> **Work item**
Please copy each line below that contains the word "lane".

> **Exercise data**
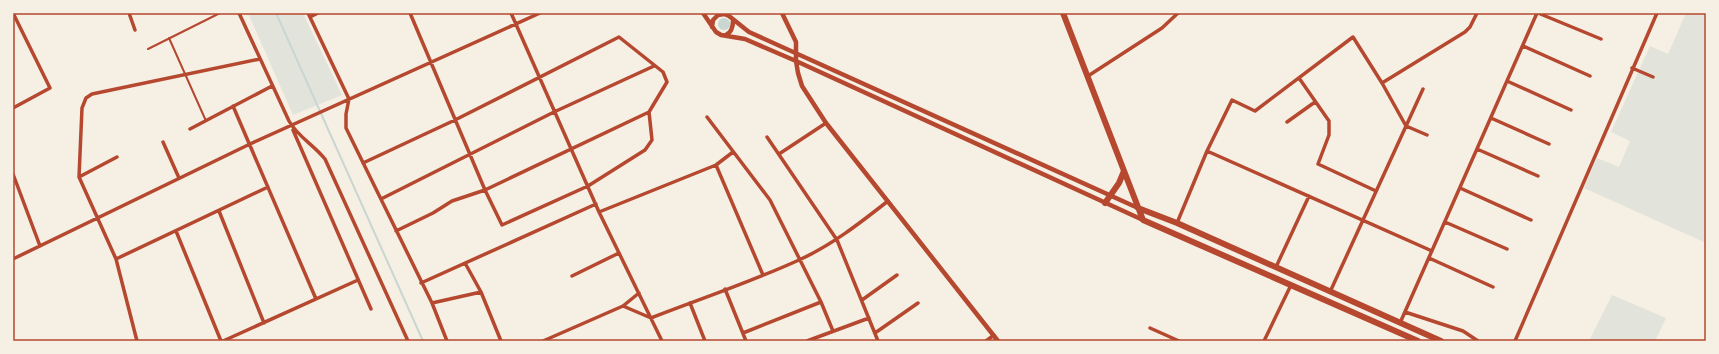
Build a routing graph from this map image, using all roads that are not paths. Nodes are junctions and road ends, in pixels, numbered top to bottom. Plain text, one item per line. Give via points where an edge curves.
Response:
1 (129, 13) edge
2 (220, 13) edge
3 (239, 13) edge
4 (318, 13) edge
5 (410, 13) edge
6 (511, 13) edge
7 (540, 13) edge
8 (703, 13) edge
9 (782, 13) edge
10 (1063, 13) edge
11 (1178, 13) edge
12 (1477, 13) edge
13 (1538, 13) edge
14 (1657, 13) edge
15 (14, 14) edge
16 (723, 14) edge
17 (309, 15) edge
18 (733, 21) junction
19 (516, 25) junction
20 (712, 27) junction
21 (135, 30) dead end
22 (724, 35) junction
23 (169, 38) junction
24 (1601, 39) dead end
25 (1523, 46) junction
26 (148, 49) dead end
27 (796, 53) junction
28 (260, 60) junction
29 (796, 61) junction
30 (430, 63) junction
31 (654, 66) junction
32 (1632, 68) junction
33 (187, 76) junction
34 (1088, 76) junction
35 (1590, 76) dead end
36 (540, 77) junction
37 (1653, 77) dead end
38 (1299, 78) junction
39 (1507, 81) junction
40 (1382, 82) junction
41 (272, 86) junction
42 (1423, 89) dead end
43 (349, 99) junction
44 (1315, 102) junction
45 (232, 106) junction
46 (13, 108) edge
47 (1571, 110) dead end
48 (554, 112) junction
49 (649, 112) junction
50 (707, 117) dead end
51 (1491, 118) junction
52 (455, 120) junction
53 (206, 121) junction
54 (1287, 122) dead end
55 (826, 124) junction
56 (291, 125) junction
57 (1406, 126) junction
58 (190, 129) dead end
59 (1427, 135) dead end
60 (767, 137) dead end
61 (163, 142) dead end
62 (250, 144) junction
63 (1549, 144) dead end
64 (571, 149) junction
65 (1477, 149) junction
66 (1207, 150) junction
67 (733, 152) junction
68 (779, 154) junction
69 (470, 155) junction
70 (118, 157) dead end
71 (363, 163) junction
72 (716, 165) junction
73 (1124, 171) junction
74 (13, 174) edge
75 (1538, 176) dead end
76 (79, 177) junction
77 (179, 178) junction
78 (588, 186) junction
79 (268, 187) junction
80 (1460, 188) junction
81 (485, 190) junction
82 (1376, 191) junction
83 (1111, 196) junction
84 (1309, 196) junction
85 (381, 199) junction
86 (888, 201) junction
87 (1105, 203) junction
88 (596, 204) junction
89 (1138, 208) junction
90 (219, 211) junction
91 (598, 212) junction
92 (96, 217) junction
93 (1143, 220) junction
94 (1363, 220) junction
95 (1531, 220) dead end
96 (1445, 222) junction
97 (1177, 224) junction
98 (176, 231) junction
99 (396, 231) junction
100 (837, 240) junction
101 (40, 246) junction
102 (1507, 249) dead end
103 (1432, 251) junction
104 (619, 254) junction
105 (1429, 258) junction
106 (13, 259) edge
107 (116, 259) junction
108 (800, 260) junction
109 (466, 263) junction
110 (1276, 267) junction
111 (763, 275) junction
112 (897, 275) dead end
113 (572, 276) dead end
114 (358, 280) junction
115 (421, 283) junction
116 (1291, 285) junction
117 (1493, 287) dead end
118 (725, 289) junction
119 (481, 292) junction
120 (1330, 292) junction
121 (639, 294) junction
122 (316, 299) junction
123 (862, 300) junction
124 (821, 302) junction
125 (432, 303) junction
126 (690, 303) junction
127 (918, 303) dead end
128 (624, 306) junction
129 (371, 309) dead end
130 (1405, 312) junction
131 (651, 318) junction
132 (869, 318) junction
133 (264, 323) junction
134 (1400, 323) junction
135 (1150, 328) dead end
136 (833, 331) junction
137 (742, 333) junction
138 (875, 333) junction
139 (994, 335) junction
140 (549, 340) edge
141 (137, 341) edge
142 (222, 341) edge
143 (408, 341) edge
144 (447, 341) edge
145 (500, 341) edge
146 (543, 341) edge
147 (662, 341) edge
148 (705, 341) edge
149 (746, 341) edge
150 (807, 341) edge
151 (878, 341) edge
152 (986, 341) edge
153 (998, 341) edge
154 (1179, 341) edge
155 (1264, 341) edge
156 (1418, 341) edge
157 (1441, 341) edge
158 (1478, 341) edge
159 (1515, 341) edge

1 - 21 street
2 - 23 lane
3 - 28 street
4 - 17 street
5 - 30 street
6 - 19 street
7 - 19 street
8 - 20 street
9 - 27 street via 796,42
10 - 34 main road
11 - 34 street via 1162,28
12 - 40 street via 1465,32
13 - 24 street
13 - 25 street
14 - 32 street
15 - 46 street via 50,88
16 - 18 street
16 - 20 street via 713,20
17 - 43 street
18 - 22 street via 730,33
18 - 27 street via 749,32
19 - 30 street
19 - 36 street
20 - 22 street
22 - 29 street via 745,39
23 - 26 lane
23 - 33 lane
25 - 35 street
25 - 39 street
27 - 29 street
27 - 83 street
28 - 33 street
28 - 41 street
29 - 55 street via 802,86
29 - 87 street
30 - 43 street
30 - 52 street
31 - 36 street via 619,37
31 - 48 street
31 - 49 street via 663,72 667,82
32 - 37 street
32 - 159 street
33 - 53 lane
33 - 76 street via 92,94 86,98 82,108
34 - 73 main road
36 - 48 street
36 - 52 street
38 - 40 street via 1353,37
38 - 44 street
38 - 66 street via 1255,111 1232,100
39 - 47 street
39 - 51 street
40 - 57 street
41 - 45 street
41 - 56 street
42 - 57 street
43 - 56 street
43 - 71 street via 346,128
44 - 54 street
44 - 82 street via 1329,121 1329,135 1318,164
45 - 53 street
45 - 62 street
48 - 64 street
48 - 69 street
49 - 64 street
49 - 78 street via 652,140 645,150
50 - 67 street
51 - 63 street
51 - 65 street
52 - 69 street
52 - 71 street
53 - 58 street
55 - 68 street
55 - 86 street
56 - 62 street
56 - 114 street
56 - 143 street via 325,159
57 - 59 street
57 - 82 street
60 - 68 street
61 - 77 street
62 - 77 street
62 - 79 street
64 - 78 street
64 - 81 street
65 - 75 street
65 - 80 street
66 - 84 street
66 - 97 street
67 - 72 street
67 - 108 street via 770,200
68 - 100 street
69 - 81 street
69 - 85 street
70 - 76 street
71 - 85 street
72 - 91 street
72 - 111 street
73 - 83 main road
73 - 89 main road
74 - 101 street
76 - 92 street
77 - 92 street
78 - 81 street via 502,224
78 - 88 street
79 - 90 street
79 - 122 street
80 - 95 street
80 - 96 street
81 - 99 street via 452,201
82 - 94 street
83 - 87 main road
83 - 89 street
84 - 94 street
84 - 110 street
85 - 99 street
86 - 100 street
86 - 139 street
87 - 93 street
88 - 91 street
88 - 109 street
89 - 93 main road
89 - 97 main road
90 - 98 street
90 - 133 street
91 - 104 street
92 - 101 street
92 - 107 street
93 - 116 main road
94 - 103 street
94 - 120 street
96 - 102 street
96 - 103 street
97 - 110 main road
98 - 107 street
98 - 142 street
99 - 115 street
100 - 108 street
100 - 123 street
101 - 106 street
103 - 105 street
104 - 113 street
104 - 121 street
105 - 117 street
105 - 130 street
107 - 141 street
108 - 111 street
108 - 124 street
109 - 115 street
109 - 119 street
110 - 120 main road
111 - 118 street
112 - 123 street
114 - 122 street
114 - 129 street
115 - 125 street
116 - 155 street
116 - 156 main road
118 - 126 street
118 - 137 street
119 - 125 street
119 - 145 street
120 - 134 main road
121 - 128 street
121 - 131 street
122 - 133 street
123 - 132 street
124 - 136 street
124 - 137 street
125 - 144 street
126 - 131 street
126 - 148 street
127 - 138 street
128 - 131 street
128 - 140 street
130 - 134 street
130 - 158 street via 1463,331
131 - 147 street
132 - 136 street
132 - 138 street
133 - 142 street
134 - 157 main road
135 - 154 street
136 - 150 street
137 - 149 street
138 - 151 street
139 - 152 street
139 - 153 street
140 - 146 street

> **Answer box**
2 - 23 lane
23 - 26 lane
23 - 33 lane
33 - 53 lane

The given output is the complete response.